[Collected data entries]
______

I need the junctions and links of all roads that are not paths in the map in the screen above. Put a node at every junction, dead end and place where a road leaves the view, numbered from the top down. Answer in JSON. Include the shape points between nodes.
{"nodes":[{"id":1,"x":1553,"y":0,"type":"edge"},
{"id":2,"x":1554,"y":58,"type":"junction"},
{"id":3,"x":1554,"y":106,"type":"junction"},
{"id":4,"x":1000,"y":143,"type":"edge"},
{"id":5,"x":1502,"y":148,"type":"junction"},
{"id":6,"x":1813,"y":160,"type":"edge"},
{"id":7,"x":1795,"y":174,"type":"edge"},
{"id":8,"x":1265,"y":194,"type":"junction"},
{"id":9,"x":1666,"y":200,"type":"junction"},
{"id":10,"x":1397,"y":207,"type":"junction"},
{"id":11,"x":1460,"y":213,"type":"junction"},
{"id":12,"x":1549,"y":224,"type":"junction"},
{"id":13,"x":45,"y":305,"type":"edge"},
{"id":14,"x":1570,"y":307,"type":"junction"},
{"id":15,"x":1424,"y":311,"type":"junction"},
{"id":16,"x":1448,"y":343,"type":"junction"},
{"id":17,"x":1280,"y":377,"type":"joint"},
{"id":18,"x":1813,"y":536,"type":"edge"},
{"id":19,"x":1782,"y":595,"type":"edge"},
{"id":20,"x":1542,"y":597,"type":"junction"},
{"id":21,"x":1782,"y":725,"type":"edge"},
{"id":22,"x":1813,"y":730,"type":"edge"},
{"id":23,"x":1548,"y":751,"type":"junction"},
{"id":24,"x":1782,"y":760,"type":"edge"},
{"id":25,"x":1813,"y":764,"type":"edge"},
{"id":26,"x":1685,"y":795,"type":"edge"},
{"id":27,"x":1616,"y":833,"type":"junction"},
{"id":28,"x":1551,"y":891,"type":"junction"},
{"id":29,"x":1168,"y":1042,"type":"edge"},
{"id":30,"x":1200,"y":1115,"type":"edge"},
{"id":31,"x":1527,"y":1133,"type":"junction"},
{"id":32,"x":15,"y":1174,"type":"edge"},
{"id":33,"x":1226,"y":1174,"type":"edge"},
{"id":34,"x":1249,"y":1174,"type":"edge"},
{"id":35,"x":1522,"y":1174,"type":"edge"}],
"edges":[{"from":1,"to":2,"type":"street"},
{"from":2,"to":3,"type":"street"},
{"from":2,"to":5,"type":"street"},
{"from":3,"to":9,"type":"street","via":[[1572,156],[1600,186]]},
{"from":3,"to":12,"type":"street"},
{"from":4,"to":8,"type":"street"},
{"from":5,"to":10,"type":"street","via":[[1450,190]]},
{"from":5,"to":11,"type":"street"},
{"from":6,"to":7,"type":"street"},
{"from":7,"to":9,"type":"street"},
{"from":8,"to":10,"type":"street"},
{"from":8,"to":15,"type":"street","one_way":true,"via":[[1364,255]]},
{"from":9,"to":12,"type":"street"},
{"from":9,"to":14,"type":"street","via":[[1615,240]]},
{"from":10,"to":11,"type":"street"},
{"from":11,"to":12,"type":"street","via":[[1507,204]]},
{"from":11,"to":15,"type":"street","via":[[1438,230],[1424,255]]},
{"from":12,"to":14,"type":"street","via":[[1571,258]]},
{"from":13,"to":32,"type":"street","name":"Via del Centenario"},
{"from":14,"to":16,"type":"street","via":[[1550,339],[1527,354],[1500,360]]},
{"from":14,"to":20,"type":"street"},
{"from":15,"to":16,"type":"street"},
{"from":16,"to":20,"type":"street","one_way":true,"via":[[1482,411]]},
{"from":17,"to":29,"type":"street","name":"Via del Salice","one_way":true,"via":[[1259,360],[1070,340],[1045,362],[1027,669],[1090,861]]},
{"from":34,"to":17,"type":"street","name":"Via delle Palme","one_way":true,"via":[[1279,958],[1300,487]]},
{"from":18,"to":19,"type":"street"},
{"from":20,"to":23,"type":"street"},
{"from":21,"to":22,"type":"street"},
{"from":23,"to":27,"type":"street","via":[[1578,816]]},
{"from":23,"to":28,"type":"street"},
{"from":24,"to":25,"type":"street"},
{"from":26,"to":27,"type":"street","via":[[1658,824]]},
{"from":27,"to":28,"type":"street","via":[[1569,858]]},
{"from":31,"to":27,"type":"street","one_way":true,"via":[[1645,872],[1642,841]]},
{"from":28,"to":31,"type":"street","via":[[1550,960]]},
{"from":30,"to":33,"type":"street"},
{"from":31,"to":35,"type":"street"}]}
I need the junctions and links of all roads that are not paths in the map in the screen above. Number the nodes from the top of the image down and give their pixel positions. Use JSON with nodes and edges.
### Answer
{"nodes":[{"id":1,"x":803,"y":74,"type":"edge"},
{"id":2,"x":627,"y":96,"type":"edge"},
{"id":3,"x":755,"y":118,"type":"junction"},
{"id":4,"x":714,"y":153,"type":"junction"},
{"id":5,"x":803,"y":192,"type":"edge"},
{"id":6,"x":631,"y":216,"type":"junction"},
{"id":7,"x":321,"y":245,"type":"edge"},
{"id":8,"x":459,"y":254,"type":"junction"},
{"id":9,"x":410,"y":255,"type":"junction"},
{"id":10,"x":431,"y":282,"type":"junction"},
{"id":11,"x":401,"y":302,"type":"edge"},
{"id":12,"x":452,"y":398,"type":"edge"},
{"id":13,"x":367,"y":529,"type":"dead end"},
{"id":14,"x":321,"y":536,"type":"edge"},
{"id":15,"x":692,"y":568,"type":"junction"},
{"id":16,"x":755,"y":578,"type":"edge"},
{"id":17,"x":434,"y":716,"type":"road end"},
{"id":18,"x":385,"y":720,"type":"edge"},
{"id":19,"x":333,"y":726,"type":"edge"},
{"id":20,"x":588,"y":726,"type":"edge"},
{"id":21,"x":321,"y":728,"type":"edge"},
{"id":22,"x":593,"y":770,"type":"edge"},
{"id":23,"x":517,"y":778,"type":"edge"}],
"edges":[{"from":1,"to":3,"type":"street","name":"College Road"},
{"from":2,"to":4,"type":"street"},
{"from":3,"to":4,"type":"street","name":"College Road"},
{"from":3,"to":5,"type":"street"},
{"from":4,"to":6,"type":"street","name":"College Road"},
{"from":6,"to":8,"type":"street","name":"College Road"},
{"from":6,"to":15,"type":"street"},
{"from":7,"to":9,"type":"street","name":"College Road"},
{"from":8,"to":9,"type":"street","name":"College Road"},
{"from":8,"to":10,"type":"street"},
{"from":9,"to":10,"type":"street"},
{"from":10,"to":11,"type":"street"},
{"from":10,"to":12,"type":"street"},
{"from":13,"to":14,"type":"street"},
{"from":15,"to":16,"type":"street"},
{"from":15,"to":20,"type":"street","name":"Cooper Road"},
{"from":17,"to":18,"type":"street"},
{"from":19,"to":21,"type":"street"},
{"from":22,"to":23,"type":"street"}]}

______

- [Task instructions]: Please transcribe each of the entries, exactly as written.

- [The completed task]:
I need the junctions and links of all roads that are not paths in the map in the screen above. Put a node at every junction, dead end and place where a road leaves the view, numbered from the top down. Answer in JSON. Include the shape points between nodes.
{"nodes":[{"id":1,"x":1553,"y":0,"type":"edge"},
{"id":2,"x":1554,"y":58,"type":"junction"},
{"id":3,"x":1554,"y":106,"type":"junction"},
{"id":4,"x":1000,"y":143,"type":"edge"},
{"id":5,"x":1502,"y":148,"type":"junction"},
{"id":6,"x":1813,"y":160,"type":"edge"},
{"id":7,"x":1795,"y":174,"type":"edge"},
{"id":8,"x":1265,"y":194,"type":"junction"},
{"id":9,"x":1666,"y":200,"type":"junction"},
{"id":10,"x":1397,"y":207,"type":"junction"},
{"id":11,"x":1460,"y":213,"type":"junction"},
{"id":12,"x":1549,"y":224,"type":"junction"},
{"id":13,"x":45,"y":305,"type":"edge"},
{"id":14,"x":1570,"y":307,"type":"junction"},
{"id":15,"x":1424,"y":311,"type":"junction"},
{"id":16,"x":1448,"y":343,"type":"junction"},
{"id":17,"x":1280,"y":377,"type":"joint"},
{"id":18,"x":1813,"y":536,"type":"edge"},
{"id":19,"x":1782,"y":595,"type":"edge"},
{"id":20,"x":1542,"y":597,"type":"junction"},
{"id":21,"x":1782,"y":725,"type":"edge"},
{"id":22,"x":1813,"y":730,"type":"edge"},
{"id":23,"x":1548,"y":751,"type":"junction"},
{"id":24,"x":1782,"y":760,"type":"edge"},
{"id":25,"x":1813,"y":764,"type":"edge"},
{"id":26,"x":1685,"y":795,"type":"edge"},
{"id":27,"x":1616,"y":833,"type":"junction"},
{"id":28,"x":1551,"y":891,"type":"junction"},
{"id":29,"x":1168,"y":1042,"type":"edge"},
{"id":30,"x":1200,"y":1115,"type":"edge"},
{"id":31,"x":1527,"y":1133,"type":"junction"},
{"id":32,"x":15,"y":1174,"type":"edge"},
{"id":33,"x":1226,"y":1174,"type":"edge"},
{"id":34,"x":1249,"y":1174,"type":"edge"},
{"id":35,"x":1522,"y":1174,"type":"edge"}],
"edges":[{"from":1,"to":2,"type":"street"},
{"from":2,"to":3,"type":"street"},
{"from":2,"to":5,"type":"street"},
{"from":3,"to":9,"type":"street","via":[[1572,156],[1600,186]]},
{"from":3,"to":12,"type":"street"},
{"from":4,"to":8,"type":"street"},
{"from":5,"to":10,"type":"street","via":[[1450,190]]},
{"from":5,"to":11,"type":"street"},
{"from":6,"to":7,"type":"street"},
{"from":7,"to":9,"type":"street"},
{"from":8,"to":10,"type":"street"},
{"from":8,"to":15,"type":"street","one_way":true,"via":[[1364,255]]},
{"from":9,"to":12,"type":"street"},
{"from":9,"to":14,"type":"street","via":[[1615,240]]},
{"from":10,"to":11,"type":"street"},
{"from":11,"to":12,"type":"street","via":[[1507,204]]},
{"from":11,"to":15,"type":"street","via":[[1438,230],[1424,255]]},
{"from":12,"to":14,"type":"street","via":[[1571,258]]},
{"from":13,"to":32,"type":"street","name":"Via del Centenario"},
{"from":14,"to":16,"type":"street","via":[[1550,339],[1527,354],[1500,360]]},
{"from":14,"to":20,"type":"street"},
{"from":15,"to":16,"type":"street"},
{"from":16,"to":20,"type":"street","one_way":true,"via":[[1482,411]]},
{"from":17,"to":29,"type":"street","name":"Via del Salice","one_way":true,"via":[[1259,360],[1070,340],[1045,362],[1027,669],[1090,861]]},
{"from":34,"to":17,"type":"street","name":"Via delle Palme","one_way":true,"via":[[1279,958],[1300,487]]},
{"from":18,"to":19,"type":"street"},
{"from":20,"to":23,"type":"street"},
{"from":21,"to":22,"type":"street"},
{"from":23,"to":27,"type":"street","via":[[1578,816]]},
{"from":23,"to":28,"type":"street"},
{"from":24,"to":25,"type":"street"},
{"from":26,"to":27,"type":"street","via":[[1658,824]]},
{"from":27,"to":28,"type":"street","via":[[1569,858]]},
{"from":31,"to":27,"type":"street","one_way":true,"via":[[1645,872],[1642,841]]},
{"from":28,"to":31,"type":"street","via":[[1550,960]]},
{"from":30,"to":33,"type":"street"},
{"from":31,"to":35,"type":"street"}]}
I need the junctions and links of all roads that are not paths in the map in the screen above. Number the nodes from the top of the image down and give their pixel positions. Use JSON with nodes and edges.
### Answer
{"nodes":[{"id":1,"x":803,"y":74,"type":"edge"},
{"id":2,"x":627,"y":96,"type":"edge"},
{"id":3,"x":755,"y":118,"type":"junction"},
{"id":4,"x":714,"y":153,"type":"junction"},
{"id":5,"x":803,"y":192,"type":"edge"},
{"id":6,"x":631,"y":216,"type":"junction"},
{"id":7,"x":321,"y":245,"type":"edge"},
{"id":8,"x":459,"y":254,"type":"junction"},
{"id":9,"x":410,"y":255,"type":"junction"},
{"id":10,"x":431,"y":282,"type":"junction"},
{"id":11,"x":401,"y":302,"type":"edge"},
{"id":12,"x":452,"y":398,"type":"edge"},
{"id":13,"x":367,"y":529,"type":"dead end"},
{"id":14,"x":321,"y":536,"type":"edge"},
{"id":15,"x":692,"y":568,"type":"junction"},
{"id":16,"x":755,"y":578,"type":"edge"},
{"id":17,"x":434,"y":716,"type":"road end"},
{"id":18,"x":385,"y":720,"type":"edge"},
{"id":19,"x":333,"y":726,"type":"edge"},
{"id":20,"x":588,"y":726,"type":"edge"},
{"id":21,"x":321,"y":728,"type":"edge"},
{"id":22,"x":593,"y":770,"type":"edge"},
{"id":23,"x":517,"y":778,"type":"edge"}],
"edges":[{"from":1,"to":3,"type":"street","name":"College Road"},
{"from":2,"to":4,"type":"street"},
{"from":3,"to":4,"type":"street","name":"College Road"},
{"from":3,"to":5,"type":"street"},
{"from":4,"to":6,"type":"street","name":"College Road"},
{"from":6,"to":8,"type":"street","name":"College Road"},
{"from":6,"to":15,"type":"street"},
{"from":7,"to":9,"type":"street","name":"College Road"},
{"from":8,"to":9,"type":"street","name":"College Road"},
{"from":8,"to":10,"type":"street"},
{"from":9,"to":10,"type":"street"},
{"from":10,"to":11,"type":"street"},
{"from":10,"to":12,"type":"street"},
{"from":13,"to":14,"type":"street"},
{"from":15,"to":16,"type":"street"},
{"from":15,"to":20,"type":"street","name":"Cooper Road"},
{"from":17,"to":18,"type":"street"},
{"from":19,"to":21,"type":"street"},
{"from":22,"to":23,"type":"street"}]}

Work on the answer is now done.